▸ Instructions for the task
Report back each line of the data that contains the word "Александрова".

*** Opening Information supplied ***

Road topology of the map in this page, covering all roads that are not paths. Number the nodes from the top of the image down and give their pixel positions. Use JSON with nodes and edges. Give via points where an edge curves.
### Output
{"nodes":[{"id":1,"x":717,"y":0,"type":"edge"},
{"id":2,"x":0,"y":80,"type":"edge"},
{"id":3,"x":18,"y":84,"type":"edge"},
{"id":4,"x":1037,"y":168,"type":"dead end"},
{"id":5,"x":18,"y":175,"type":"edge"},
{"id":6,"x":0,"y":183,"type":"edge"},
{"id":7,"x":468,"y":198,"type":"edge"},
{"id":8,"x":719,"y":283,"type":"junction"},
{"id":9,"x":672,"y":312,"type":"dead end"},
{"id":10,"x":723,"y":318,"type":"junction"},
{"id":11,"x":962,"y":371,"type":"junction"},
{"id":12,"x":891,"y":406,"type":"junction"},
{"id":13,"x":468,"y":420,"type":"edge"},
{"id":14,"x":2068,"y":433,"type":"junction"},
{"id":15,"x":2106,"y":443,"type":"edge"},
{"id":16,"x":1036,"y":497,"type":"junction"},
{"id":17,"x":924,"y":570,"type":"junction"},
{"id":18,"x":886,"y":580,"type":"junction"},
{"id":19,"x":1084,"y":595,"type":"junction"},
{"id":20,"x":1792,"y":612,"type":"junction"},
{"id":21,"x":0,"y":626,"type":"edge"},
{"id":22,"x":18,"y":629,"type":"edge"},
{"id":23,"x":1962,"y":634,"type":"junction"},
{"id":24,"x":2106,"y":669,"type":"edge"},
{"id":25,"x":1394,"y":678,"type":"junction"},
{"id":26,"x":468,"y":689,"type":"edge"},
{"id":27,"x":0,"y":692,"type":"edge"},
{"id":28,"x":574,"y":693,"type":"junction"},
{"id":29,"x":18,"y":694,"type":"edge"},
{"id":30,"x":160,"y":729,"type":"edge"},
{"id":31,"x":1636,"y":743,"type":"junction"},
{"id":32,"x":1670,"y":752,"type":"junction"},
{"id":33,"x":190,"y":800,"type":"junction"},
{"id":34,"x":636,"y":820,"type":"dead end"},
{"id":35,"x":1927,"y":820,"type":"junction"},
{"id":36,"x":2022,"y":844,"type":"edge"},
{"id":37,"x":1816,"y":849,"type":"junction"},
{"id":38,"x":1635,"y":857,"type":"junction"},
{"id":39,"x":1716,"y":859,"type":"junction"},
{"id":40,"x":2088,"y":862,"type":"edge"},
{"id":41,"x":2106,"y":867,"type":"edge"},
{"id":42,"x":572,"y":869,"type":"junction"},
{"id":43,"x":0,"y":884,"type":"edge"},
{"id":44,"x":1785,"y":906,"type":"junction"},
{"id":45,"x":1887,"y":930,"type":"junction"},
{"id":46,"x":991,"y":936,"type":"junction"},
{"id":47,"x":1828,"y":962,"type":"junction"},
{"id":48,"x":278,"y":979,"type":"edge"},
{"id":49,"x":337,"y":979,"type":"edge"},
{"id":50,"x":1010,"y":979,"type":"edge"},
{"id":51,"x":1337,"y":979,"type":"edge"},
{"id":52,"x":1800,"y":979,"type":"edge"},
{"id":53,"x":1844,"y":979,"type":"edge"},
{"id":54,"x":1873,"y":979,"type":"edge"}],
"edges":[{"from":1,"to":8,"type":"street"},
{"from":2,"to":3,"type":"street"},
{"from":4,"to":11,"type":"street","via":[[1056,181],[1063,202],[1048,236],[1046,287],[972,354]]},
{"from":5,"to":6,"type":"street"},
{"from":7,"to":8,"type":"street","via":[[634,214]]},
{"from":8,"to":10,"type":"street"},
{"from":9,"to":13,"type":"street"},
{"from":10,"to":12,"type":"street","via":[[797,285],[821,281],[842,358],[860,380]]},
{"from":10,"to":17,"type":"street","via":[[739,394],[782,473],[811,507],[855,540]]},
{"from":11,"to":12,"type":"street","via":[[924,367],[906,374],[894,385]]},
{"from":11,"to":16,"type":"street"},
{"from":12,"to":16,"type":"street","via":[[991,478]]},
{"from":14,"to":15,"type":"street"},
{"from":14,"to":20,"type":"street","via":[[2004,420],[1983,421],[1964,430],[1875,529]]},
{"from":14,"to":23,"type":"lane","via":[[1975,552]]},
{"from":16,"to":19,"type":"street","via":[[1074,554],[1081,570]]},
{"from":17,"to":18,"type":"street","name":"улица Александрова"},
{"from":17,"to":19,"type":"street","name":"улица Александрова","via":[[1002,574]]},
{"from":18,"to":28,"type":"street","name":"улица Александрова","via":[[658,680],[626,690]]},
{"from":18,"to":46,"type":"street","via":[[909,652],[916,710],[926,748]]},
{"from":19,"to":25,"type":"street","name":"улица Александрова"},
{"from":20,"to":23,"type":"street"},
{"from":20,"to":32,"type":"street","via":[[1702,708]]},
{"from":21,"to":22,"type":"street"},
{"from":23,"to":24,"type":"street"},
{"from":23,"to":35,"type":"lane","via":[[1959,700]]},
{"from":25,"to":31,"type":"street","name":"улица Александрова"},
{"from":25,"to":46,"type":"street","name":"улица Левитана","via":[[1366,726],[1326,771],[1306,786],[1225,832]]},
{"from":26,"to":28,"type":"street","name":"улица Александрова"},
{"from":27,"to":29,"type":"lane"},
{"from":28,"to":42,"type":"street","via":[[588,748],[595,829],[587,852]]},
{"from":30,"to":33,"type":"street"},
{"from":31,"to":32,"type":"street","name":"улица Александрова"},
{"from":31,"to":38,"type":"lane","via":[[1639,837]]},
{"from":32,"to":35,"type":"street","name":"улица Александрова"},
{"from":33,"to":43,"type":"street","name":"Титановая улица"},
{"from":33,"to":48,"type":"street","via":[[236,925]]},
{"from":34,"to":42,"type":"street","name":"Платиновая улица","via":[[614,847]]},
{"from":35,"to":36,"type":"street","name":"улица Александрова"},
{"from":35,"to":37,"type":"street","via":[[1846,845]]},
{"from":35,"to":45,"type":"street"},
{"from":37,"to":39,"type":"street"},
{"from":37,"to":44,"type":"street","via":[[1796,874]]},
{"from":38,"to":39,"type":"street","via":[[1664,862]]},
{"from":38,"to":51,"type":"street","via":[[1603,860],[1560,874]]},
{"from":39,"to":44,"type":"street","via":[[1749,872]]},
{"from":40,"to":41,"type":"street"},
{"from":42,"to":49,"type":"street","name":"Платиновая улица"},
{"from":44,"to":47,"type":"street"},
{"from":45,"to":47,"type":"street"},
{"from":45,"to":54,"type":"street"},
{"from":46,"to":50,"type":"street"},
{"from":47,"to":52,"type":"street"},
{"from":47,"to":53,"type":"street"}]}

*** Closing Information supplied ***

▸ Answer box
{"from":17,"to":18,"type":"street","name":"улица Александрова"},
{"from":17,"to":19,"type":"street","name":"улица Александрова","via":[[1002,574]]},
{"from":18,"to":28,"type":"street","name":"улица Александрова","via":[[658,680],[626,690]]},
{"from":19,"to":25,"type":"street","name":"улица Александрова"},
{"from":25,"to":31,"type":"street","name":"улица Александрова"},
{"from":26,"to":28,"type":"street","name":"улица Александрова"},
{"from":31,"to":32,"type":"street","name":"улица Александрова"},
{"from":32,"to":35,"type":"street","name":"улица Александрова"},
{"from":35,"to":36,"type":"street","name":"улица Александрова"},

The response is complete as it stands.